Digital twins can revolutionize and rapidly speed up the product development process, reducing the time to market. They also allow for rapid iterations and optimizations of product designs far faster than physically testing every single prototype.
Digital twins have been seen as a technical construct, but they are much more about advancing the business. Less waste, shorter times to market, constant customer insights: the advantages of applying digital twins are many—if you get the conditions right.
That’s the word from a recent panel discussion out of McKinsey, in which Kimberly Borden and Anna Herlt, both with McKinsey, made a compelling business case for digital twins. “There is a tremendous amount of value a digital twin can bring,” says Borden. “One of the biggest areas of value is reducing time to market, development time.
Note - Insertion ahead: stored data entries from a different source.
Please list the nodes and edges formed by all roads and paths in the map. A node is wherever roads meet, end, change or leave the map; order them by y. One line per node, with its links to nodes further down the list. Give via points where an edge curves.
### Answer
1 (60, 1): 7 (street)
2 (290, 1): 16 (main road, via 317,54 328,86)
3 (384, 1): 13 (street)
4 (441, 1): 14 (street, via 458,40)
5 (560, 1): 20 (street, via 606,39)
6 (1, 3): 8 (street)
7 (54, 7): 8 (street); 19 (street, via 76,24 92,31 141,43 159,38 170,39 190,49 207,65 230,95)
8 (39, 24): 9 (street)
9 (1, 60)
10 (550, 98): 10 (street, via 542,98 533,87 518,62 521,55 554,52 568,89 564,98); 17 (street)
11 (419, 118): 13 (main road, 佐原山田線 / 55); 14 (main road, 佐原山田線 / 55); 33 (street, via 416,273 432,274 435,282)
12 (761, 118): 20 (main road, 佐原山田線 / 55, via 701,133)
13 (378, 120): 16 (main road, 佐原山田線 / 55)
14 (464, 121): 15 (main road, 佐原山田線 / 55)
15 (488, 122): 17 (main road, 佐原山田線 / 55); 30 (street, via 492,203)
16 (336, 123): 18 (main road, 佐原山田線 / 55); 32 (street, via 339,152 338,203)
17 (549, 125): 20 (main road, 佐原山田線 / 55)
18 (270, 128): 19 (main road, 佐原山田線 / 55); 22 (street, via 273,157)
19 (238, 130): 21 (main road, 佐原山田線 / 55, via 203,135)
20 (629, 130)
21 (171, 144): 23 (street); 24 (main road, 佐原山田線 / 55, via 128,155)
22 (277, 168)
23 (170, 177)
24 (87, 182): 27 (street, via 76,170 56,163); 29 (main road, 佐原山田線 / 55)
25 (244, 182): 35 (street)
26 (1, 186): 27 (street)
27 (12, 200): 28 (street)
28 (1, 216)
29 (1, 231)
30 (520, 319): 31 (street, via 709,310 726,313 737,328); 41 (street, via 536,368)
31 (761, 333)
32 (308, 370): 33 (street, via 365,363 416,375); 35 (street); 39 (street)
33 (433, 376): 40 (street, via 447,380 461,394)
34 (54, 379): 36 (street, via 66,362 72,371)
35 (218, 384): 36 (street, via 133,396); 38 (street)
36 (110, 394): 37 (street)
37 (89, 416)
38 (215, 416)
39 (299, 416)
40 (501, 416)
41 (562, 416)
It allows for rapid iterations and optimizations of product designs far faster than physically testing every single prototype.”
A digital twin can revolutionize and rapidly speed up the product development process, Herlt agrees. “It can either help you to reduce the material in your design, so overall material consumption, or you can improve the traceability of the product to reduce quality issues and, ultimately, also reduce waste for our environment.” Consumer electronics manufacturers have been employing digital twins, resulting in a 20% reduction in scrap, she adds.
See also: Report: Demand for Digital Twins Growing
Product quality may be the killer application for digital twin technology, bringing “tremendous improvements” in the manufacturing process, Borden adds. “After you simulate the product in manufacturing, it’ll allow you to see where there are flaws in the design in order to better manufacture it. Further, in service, you can actually see how the design may not be functioning appropriately, and therefore you can redesign it in real time.”
There are also potential increases in revenue “of as much as 10 percent by developing customer twins that allow customers to fully interact and immerse themselves within the product,” she continues. A compelling example of this is enabling customers to test drive automobiles virtually.
Of course, high-functioning digital twins aren’t built overnight. “One of the key things you need in place is a strong data infrastructure,” says Borden. In addition, it takes certain skills to build and support a digital twin environment, especially if the twin is sophisticated. Other challenges are “the large up-front investment that is required before you really can get to the full value, and then the lack of access to the high-quality data that the twin would actually require,” Herlt adds. “Many companies need to identify where to start—that is, which is the most relevant use case to start with. We typically try to pick one that is not too complex and actually build out the entire digital-twin framework from there.”
Borden outlines the three essential ingredients needed to make digital twins work:
- Data engineering and data science resources “to support that data infrastructure and put the twin together.”
- Physical-modeling capabilities “to model the product or the facility that you’re trying to twin.”
- For more complex situations, “advanced simulation and analytics skills in order to speed the compute power.”
“If you are trying to twin a fighter jet, for example, that takes a tremendous amount more computing power than twinning a toothbrush,” says Borden. “Overall, a higher level of digital maturity will make it easier for implementation.”